Por otro lado, aunque aquello fuera obra de Meese, puede que le guiara una motivación más oscura y enferma que el resentimiento. Quizás estaba advirtiendo a Kim de que, o volvía con él, o aquel resentimiento se transformaría en algo realmente espantoso. Podía convertirse en un monstruo, en un demonio.
Tal vez Meese estaba incluso peor de lo que Kim creía.
Aquel susurro, sin duda, era propio de alguien con graves problemas psicológicos.
Sin embargo, eso planteaba una posibilidad más. La que más asustaba a Gurney. Una posibilidad que apenas se atrevía a considerar: puede que no hubiera existido ningún susurro.
¿Y si lo que «oyó» hubiera sido el resultado de su caída, una especie de minialucinación? ¿Y si el «sonido» fuera simplemente un efecto secundario de sacudir su cabeza apenas sanada? Al fin y al cabo, el silbido bajo de los acúfenos en sus oídos no era algo real; como le había explicado el doctor Huffbarger, se trataba de una mala interpretación cognitiva de una agitación neuronal desplazada. ¿Y si la amenaza susurrada —con toda su ardiente furia— no se sostuviera en el mundo real? La idea de que las visiones y los sonidos pudieran no ser nada más que los vástagos de tejidos magullados y sinapsis interrumpidas le provocó un escalofrío.

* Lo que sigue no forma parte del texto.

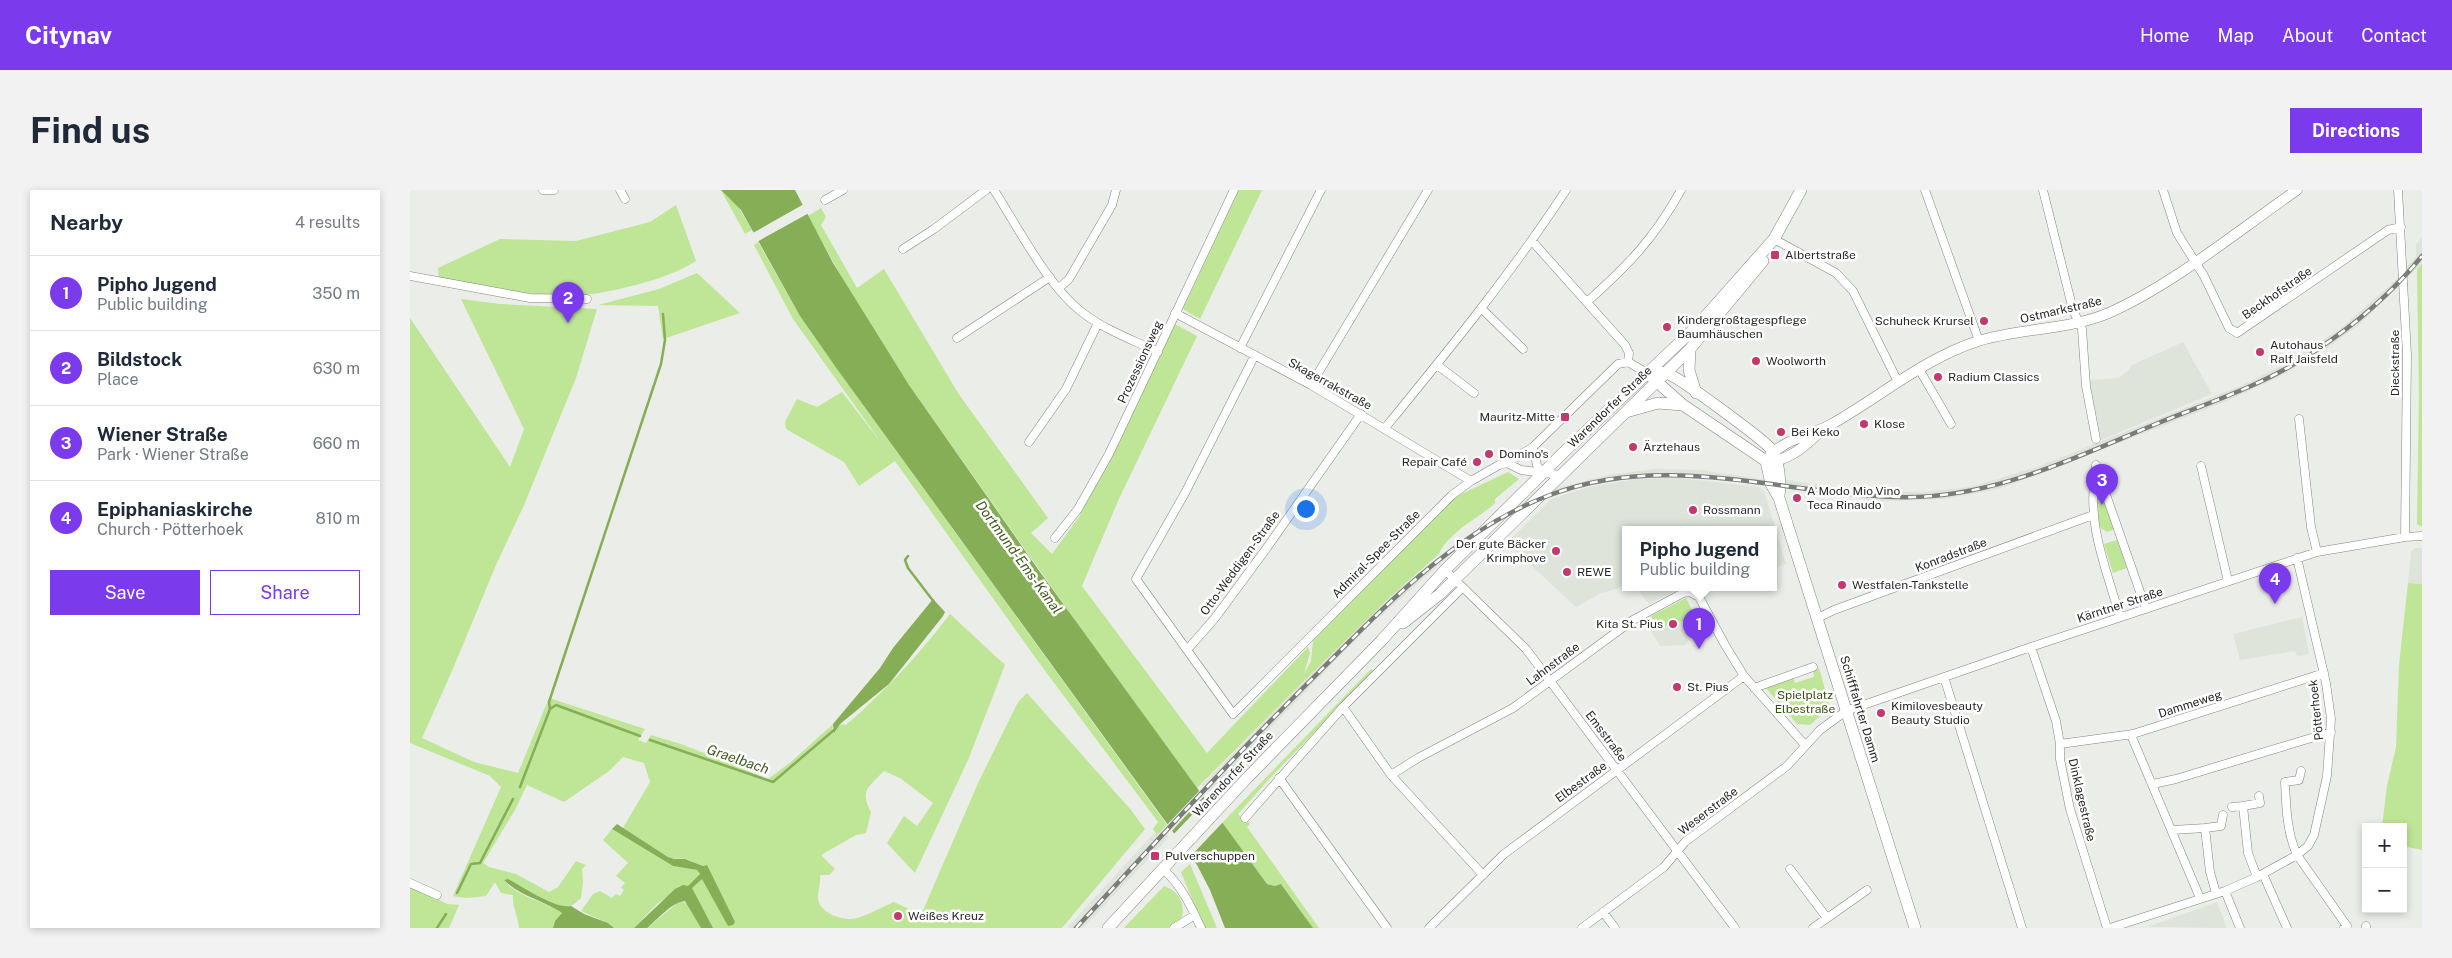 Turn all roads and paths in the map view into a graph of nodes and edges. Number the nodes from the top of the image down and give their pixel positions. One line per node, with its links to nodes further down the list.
1 (544, 190): 2 (street)
2 (554, 190)
3 (620, 190): 20 (street)
4 (843, 190): 21 (street)
5 (986, 190): 25 (street)
6 (994, 190): 28 (street)
7 (1116, 190): 29 (street)
8 (1234, 190): 33 (street, Prozessionsweg)
9 (1321, 190): 38 (street)
10 (1428, 190): 49 (street)
11 (1566, 190): 24 (street)
12 (1681, 190): 31 (street)
13 (1801, 190): 23 (main road, Warendorfer Straße)
14 (1925, 190): 37 (street)
15 (2043, 190): 34 (street)
16 (2163, 190): 26 (street)
17 (2297, 190): 19 (street, Ostmarkstraße)
18 (2398, 190): 22 (street, Dieckstraße)
19 (2284, 194): 26 (street, Ostmarkstraße)
20 (625, 198)
21 (824, 200)
22 (2401, 227): 26 (street, Beckhofstraße); 69 (street, Dieckstraße)
23 (1774, 239): 40 (main road, Warendorfer Straße); 46 (main road, Warendorfer Straße); 48 (street)
24 (1532, 241): 31 (street); 32 (street)
25 (903, 249)
26 (2194, 262): 34 (street, Ostmarkstraße)
27 (410, 276): 30 (street)
28 (1050, 277): 29 (street); 36 (street)
29 (1059, 288): 35 (street)
30 (587, 299)
31 (1587, 302): 43 (street)
32 (1481, 308): 39 (street); 44 (street)
33 (1175, 313): 38 (street, Skagerrakstraße); 41 (street, Prozessionsweg)
34 (2078, 321): 37 (street, Ostmarkstraße); 58 (street)
35 (1098, 323): 41 (street); 59 (street)
36 (957, 338)
37 (1980, 341): 45 (street, Ostmarkstraße)
38 (1240, 348): 42 (street, Skagerrakstraße)
39 (1523, 349)
40 (1690, 349): 47 (main road, Warendorfer Straße); 51 (main road)
41 (1158, 352): 70 (street, Prozessionsweg)
42 (1254, 355): 49 (street, Skagerrakstraße); 81 (street)
43 (1628, 362): 46 (street, Warendorfer Straße); 60 (street, Warendorfer Straße)
44 (1437, 365): 50 (street); 57 (street)
45 (1918, 369): 48 (street, Ostmarkstraße); 56 (street)
46 (1647, 373): 47 (main road); 64 (main road, Warendorfer Straße)
47 (1661, 376): 51 (main road); 52 (main road); 53 (main road, Warendorfer Straße)
48 (1898, 382): 61 (street, Ostmarkstraße)
49 (1311, 385): 54 (street, Skagerrakstraße)
50 (1474, 392)
51 (1696, 393): 61 (main road)
52 (1683, 405): 53 (main road); 61 (main road)
53 (1624, 412): 65 (main road, Warendorfer Straße)
54 (1361, 414): 57 (street, Skagerrakstraße); 81 (street, Otto-Weddigen-Straße)
55 (2299, 419): 71 (street)
56 (1951, 424)
57 (1385, 428): 66 (street, Skagerrakstraße)
58 (2096, 438)
59 (1029, 442)
60 (1533, 447): 62 (street, Warendorfer Straße); 64 (street)
61 (1772, 458): 78 (main road, Schifffahrter Damm)
62 (1507, 463): 64 (street); 66 (street, Admiral-Spee-Straße)
63 (2201, 466): 74 (street)
64 (1542, 473): 65 (street); 73 (main road, Warendorfer Straße)
65 (1560, 475): 75 (main road, Warendorfer Straße)
66 (1471, 481): 81 (street, Admiral-Spee-Straße)
67 (2093, 515): 76 (street); 77 (street); 78 (street, Konradstraße)
68 (2422, 536): 69 (street, Kärntner Straße)
69 (2405, 537): 71 (street, Kärntner Straße)
70 (1055, 538)
71 (2317, 552): 72 (street, Kärntner Straße)
72 (2298, 558): 74 (street, Kärntner Straße); 83 (street, Pötterhoek)
73 (1445, 570): 75 (street, Emsstraße); 79 (main road, Warendorfer Straße)
74 (2228, 581): 76 (street, Kärntner Straße)
75 (1458, 584): 79 (main road, Warendorfer Straße); 86 (street, Emsstraße); 88 (street, Warendorfer Straße)
76 (2146, 609): 77 (street, Kärntner Straße)
77 (2120, 617): 80 (street, Kärntner Straße)
78 (1818, 618): 89 (main road, Schifffahrter Damm)
79 (1381, 641): 108 (main road, Warendorfer Straße)
80 (2031, 647): 85 (street, Kärntner Straße); 92 (street, Dinklagestraße)
81 (1187, 650)
82 (1813, 668): 87 (street)
83 (2324, 673): 90 (street, Pötterhoek); 91 (street, Dammeweg)
84 (1744, 676): 86 (street, Lahnstraße); 87 (street); 94 (street, Elbestraße)
85 (1944, 677): 89 (street, Kärntner Straße); 131 (street)
86 (1550, 680): 94 (street, Emsstraße); 96 (street, Lahnstraße)
87 (1754, 688): 93 (street)
88 (1343, 708): 96 (street); 97 (street, Warendorfer Straße)
89 (1846, 711): 93 (street, Weserstraße); 130 (main road, Schifffahrter Damm)
90 (2331, 732): 98 (street); 107 (street, Pötterhoek)
91 (2131, 735): 92 (street, Dammeweg); 98 (street)
92 (2060, 744): 132 (street, Dinklagestraße)
93 (1805, 745): 106 (street, Weserstraße)
94 (1618, 770): 106 (street, Emsstraße); 110 (street, Elbestraße)
95 (2300, 771): 107 (street)
96 (1392, 775): 110 (street)
97 (1279, 778): 103 (street, Warendorfer Straße); 124 (street)
98 (2153, 784): 105 (street)
99 (2259, 796): 100 (street)
100 (2243, 806): 101 (street); 111 (street)
101 (2232, 807)
102 (2223, 816): 104 (street)
103 (1245, 818)
104 (2205, 828): 105 (street); 115 (street)
105 (2173, 830): 117 (street)
106 (1677, 851): 118 (street, Weserstraße); 128 (street, Emsstraße)
107 (2297, 855): 111 (street, Pötterhoek); 135 (street)
108 (1163, 869): 119 (street); 121 (main road, Warendorfer Straße)
109 (1790, 869): 120 (street)
110 (1482, 875): 125 (street, Elbestraße)
111 (2260, 876): 114 (street, Pötterhoek); 134 (street)
112 (410, 883): 116 (street)
113 (1867, 890): 120 (street)
114 (2225, 891): 115 (street, Pötterhoek); 133 (street)
115 (2216, 893): 117 (street, Pötterhoek)
116 (436, 895)
117 (2200, 898): 132 (street, Pötterhoek)
118 (1603, 912): 126 (street, Weserstraße); 127 (street)
119 (1195, 915): 122 (street); 123 (street)
120 (1827, 918): 129 (street)
121 (1108, 928)
122 (1174, 928)
123 (1201, 928)
124 (1387, 928)
125 (1429, 928)
126 (1582, 928)
127 (1615, 928)
128 (1735, 928)
129 (1813, 928)
130 (1915, 928)
131 (2022, 928)
132 (2109, 928)
133 (2240, 928)
134 (2287, 928)
135 (2344, 928)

Quizás esa inseguridad inconsciente, respecto a que de verdad hubiera existido ese susurro, hizo que no se lo mencionara al patrullero que había acudido al apartamento de la chica poco después de que descubrieran que habían serrado el peldaño. Y lo mismo le pasó con Schiff, cuando este llegó, media hora después.

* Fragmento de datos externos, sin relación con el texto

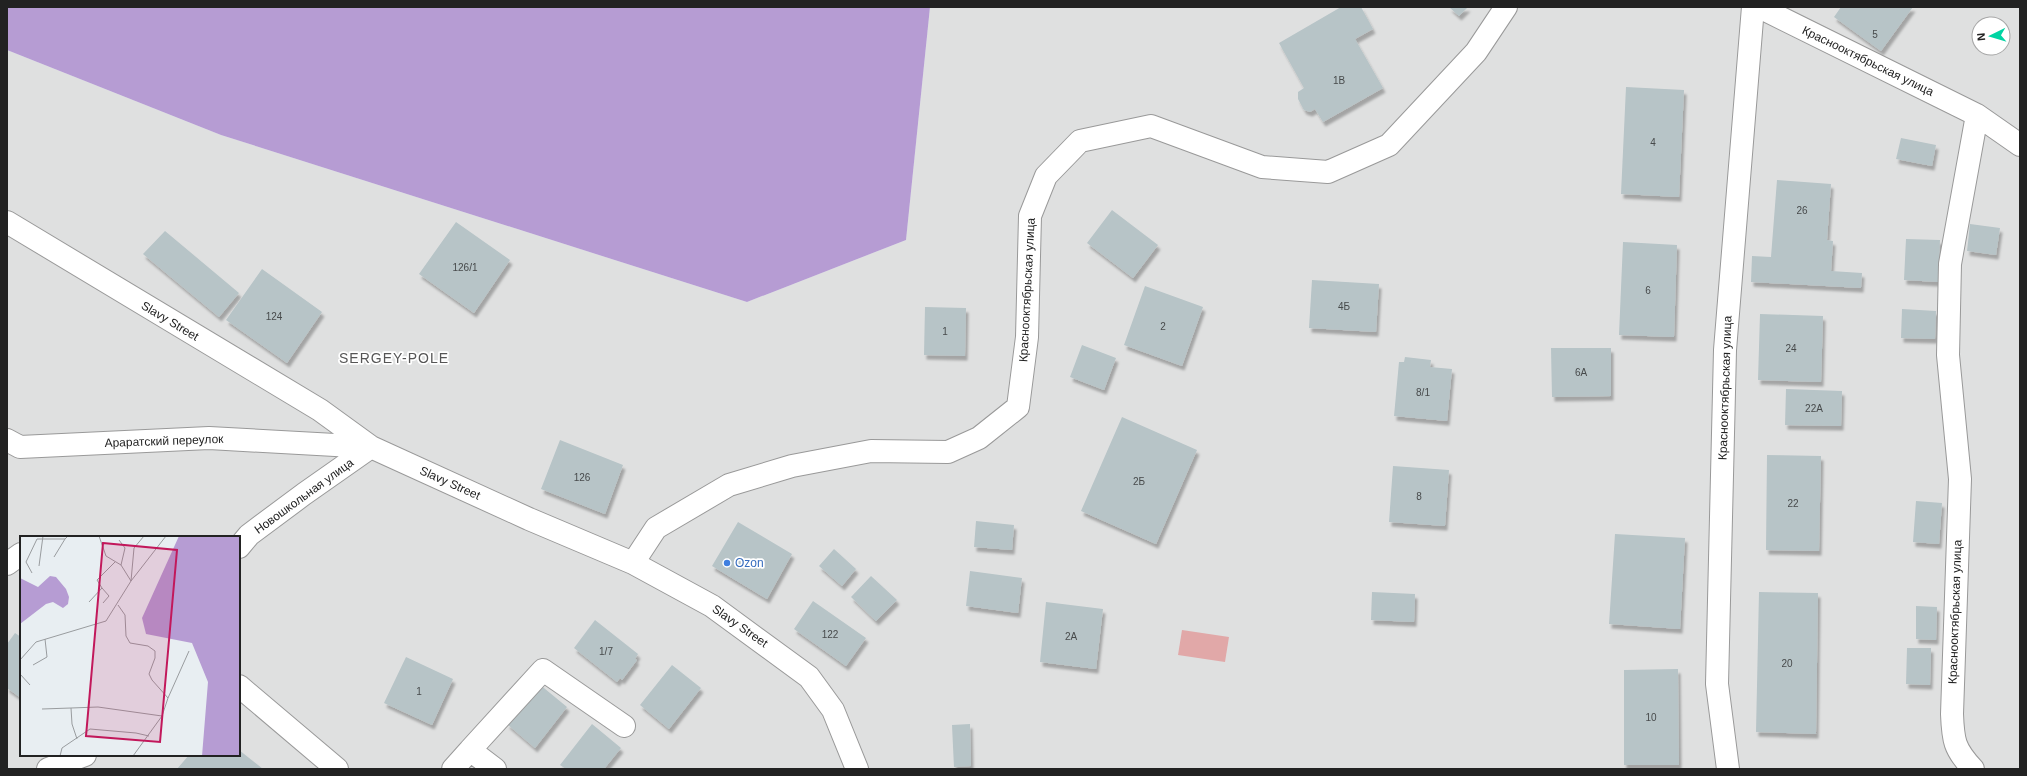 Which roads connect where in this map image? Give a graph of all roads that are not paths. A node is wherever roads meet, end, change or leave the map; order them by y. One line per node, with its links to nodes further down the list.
1 (1506, 7): 11 (street, Краснооктябрьская улица)
2 (1753, 7): 22 (street, Краснооктябрьская улица)
3 (1759, 7): 4 (street, Краснооктябрьская улица)
4 (1977, 115): 5 (street, Краснооктябрьская улица); 23 (street, Краснооктябрьская улица)
5 (2020, 145)
6 (7, 222): 8 (street, Slavy Street)
7 (11, 444): 8 (street, Араратский переулок)
8 (371, 448): 9 (street, Новошкольная улица); 11 (street, Slavy Street)
9 (240, 545)
10 (20, 555): 12 (street)
11 (633, 563): 21 (street, Slavy Street)
12 (7, 564)
13 (240, 687): 18 (street)
14 (624, 726): 15 (street)
15 (470, 750): 19 (street); 20 (street)
16 (82, 756): 17 (street)
17 (48, 769)
18 (337, 769)
19 (453, 769)
20 (495, 769)
21 (857, 769)
22 (1728, 769)
23 (1973, 769)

Era difícil descifrar la expresión de Schiff. Una cosa estaba clara: no parecía muy contento. Continuó mirando a Gurney como si sintiera que faltaba una parte de la historia. Después, escéptico, había vuelto su atención a Kim, a la que le hizo una retahíla de preguntas para establecer el lapso de tiempo en el cual podía haberse producido aquel acto de vandalismo.
—¿Así es como llama a esto? —lo interrumpió Gurney la segunda vez que usó el término—. ¿Vandalismo?
—Por ahora sí —dijo Schiff sin la menor pasión—. ¿Tiene algún problema con eso?
—Una forma dolorosa de vandalismo —respondió Gurney, frotándose lentamente el antebrazo.
—¿Quiere una ambulancia?
Antes de que pudiera responder, Kim dijo:
—Voy a llevarlo a urgencias.
—¿En serio? —preguntó Schiff, con los ojos clavados en Gurney.
—Me parece bien.
Schiff lo miró un momento, luego se dirigió al oficial de patrulla que estaba de pie al fondo:
—Tome nota de que el señor Gurney rechaza el transporte en ambulancia.
Gurney sonrió.
—Bueno, ¿cómo vamos con esas cámaras?
Schiff dio la impresión de que no había oído la pregunta.
Gurney se encogió de hombros.
—Ayer habría sido un buen día para instalarlas.
Hubo un destello de rabia en los ojos del policía. Echó un último vistazo al sótano, murmuró algo respecto a recoger huellas del cuadro eléctrico al día siguiente, preguntó sobre el arcón caído de costado y miró en su interior.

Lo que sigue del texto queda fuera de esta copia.